Non contents des résultats du scrutin, les membres de l’opposition se sont réunis pour contester les résultats du scrutin et demander leur annulation pure et dure, l’élection n’ayant pas été démocratique. Une action qui a attiré une pléiade de critiques. « Une pièce de théâtre », pour Alice Nkom, « Un manque de fair-play » pour Cameroon Tribune, une panne de l’opposition pour La Nouvelle Expression.

Pour beaucoup d’autres, l’opposition est mauvaise perdante, et doit se résigner à son échec, de n’avoir pas pu se réunir pour une candidature unique, de n’avoir pas pu donner d’alternance, avec les vieux briscards présents depuis 1992… En somme, une opposition qui a été médiocre et ne mérite pas le pouvoir.

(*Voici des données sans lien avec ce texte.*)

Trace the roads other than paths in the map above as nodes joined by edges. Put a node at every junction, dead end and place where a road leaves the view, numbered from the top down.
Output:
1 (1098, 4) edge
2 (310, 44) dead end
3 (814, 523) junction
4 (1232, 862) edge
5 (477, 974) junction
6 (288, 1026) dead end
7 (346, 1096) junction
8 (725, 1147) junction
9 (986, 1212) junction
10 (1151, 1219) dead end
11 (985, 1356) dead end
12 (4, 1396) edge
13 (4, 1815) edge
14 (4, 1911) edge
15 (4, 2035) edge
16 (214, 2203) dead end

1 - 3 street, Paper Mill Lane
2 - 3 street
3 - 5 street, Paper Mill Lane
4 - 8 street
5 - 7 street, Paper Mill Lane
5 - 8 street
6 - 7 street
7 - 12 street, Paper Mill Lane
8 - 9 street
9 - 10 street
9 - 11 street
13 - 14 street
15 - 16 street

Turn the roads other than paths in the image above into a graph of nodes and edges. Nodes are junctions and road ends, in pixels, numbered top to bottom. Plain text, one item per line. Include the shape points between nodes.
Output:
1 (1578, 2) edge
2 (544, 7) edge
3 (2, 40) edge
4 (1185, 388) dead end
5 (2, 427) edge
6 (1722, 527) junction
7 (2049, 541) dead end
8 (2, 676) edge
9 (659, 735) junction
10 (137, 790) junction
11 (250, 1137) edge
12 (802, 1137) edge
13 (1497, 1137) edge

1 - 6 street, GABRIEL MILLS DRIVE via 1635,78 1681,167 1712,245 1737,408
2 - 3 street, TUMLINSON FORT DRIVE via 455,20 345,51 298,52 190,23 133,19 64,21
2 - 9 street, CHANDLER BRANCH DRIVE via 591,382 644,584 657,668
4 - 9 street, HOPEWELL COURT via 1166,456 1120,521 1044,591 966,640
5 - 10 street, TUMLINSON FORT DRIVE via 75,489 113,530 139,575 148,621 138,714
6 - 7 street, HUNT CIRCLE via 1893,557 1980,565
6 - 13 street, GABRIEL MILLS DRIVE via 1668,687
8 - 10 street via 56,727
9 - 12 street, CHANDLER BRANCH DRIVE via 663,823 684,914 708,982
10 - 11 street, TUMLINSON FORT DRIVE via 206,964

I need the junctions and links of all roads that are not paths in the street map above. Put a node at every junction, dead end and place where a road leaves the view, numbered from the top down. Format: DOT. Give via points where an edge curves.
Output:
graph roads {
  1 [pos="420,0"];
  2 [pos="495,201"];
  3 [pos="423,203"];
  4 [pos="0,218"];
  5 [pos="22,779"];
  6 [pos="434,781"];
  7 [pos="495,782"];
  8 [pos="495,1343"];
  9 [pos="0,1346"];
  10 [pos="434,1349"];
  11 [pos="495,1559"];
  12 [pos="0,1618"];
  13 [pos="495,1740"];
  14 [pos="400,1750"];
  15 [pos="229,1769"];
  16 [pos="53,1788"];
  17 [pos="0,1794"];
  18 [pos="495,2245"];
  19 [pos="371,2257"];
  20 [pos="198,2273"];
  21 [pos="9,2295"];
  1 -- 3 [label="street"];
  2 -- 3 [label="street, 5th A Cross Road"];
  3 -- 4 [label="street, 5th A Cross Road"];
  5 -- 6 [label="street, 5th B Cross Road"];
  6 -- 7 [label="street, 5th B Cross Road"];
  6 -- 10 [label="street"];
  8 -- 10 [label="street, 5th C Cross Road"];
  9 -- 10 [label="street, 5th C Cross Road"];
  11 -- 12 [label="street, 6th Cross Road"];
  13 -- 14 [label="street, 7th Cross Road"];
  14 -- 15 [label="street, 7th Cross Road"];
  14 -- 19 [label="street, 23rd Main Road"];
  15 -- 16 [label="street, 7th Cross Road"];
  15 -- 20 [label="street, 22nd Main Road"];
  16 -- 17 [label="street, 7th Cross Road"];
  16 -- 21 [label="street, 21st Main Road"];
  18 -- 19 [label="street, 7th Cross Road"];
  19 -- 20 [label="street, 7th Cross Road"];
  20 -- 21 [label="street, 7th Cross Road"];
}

Très franchement, si tout ce qui est reproché à l’opposition est vrai, il y a juste quelques petits détails qui font grincer des dents. En effet, à lire cela, on admet de fait que l’alternance appartient à l’opposition, et donc que tant qu’elle n’aura pas fait ses preuves, Paul Biya sera en droit de briguer autant de mandats que cela lui sierra. Imaginez Samuel Eto’o numéro 9 de l’équipe nationale jusqu’à ses 60 ans, parce qu’aucun autre attaquant n’aura paru être en mesure de porter ce dossard.

J’ai en effet peine à croire que le président dont on parle, président pour lequel il faut se montrer si méritant, si doué et si uni, avant qu’il ne daigne céder la place, est celui là même qui a tenu son dernier conseil des ministres en 2009, qui a tenu trois congrès en 29 ans au sein de son parti, et qui a passé près du tiers de l’année civile précédente à l’étranger.

Un président sous le règne duquel les notions d’autosuffisance alimentaire, d’excellence dans la santé, les services et la formation académique sont passées de réalité il y a 30 ans à rêves impossibles à atteindre aujourd’hui. Celui là même dont la campagne de communication aura coûté quelques 3 milliards de francs CFA, ou dont les vacances à la Baule auront coûté près de 28 millions de francs par jour pour une note totale de plus de 600 millions, pendant que d’anciens ministres croupissent en prison, fauchés par l’épervier pour des montants bien moindres.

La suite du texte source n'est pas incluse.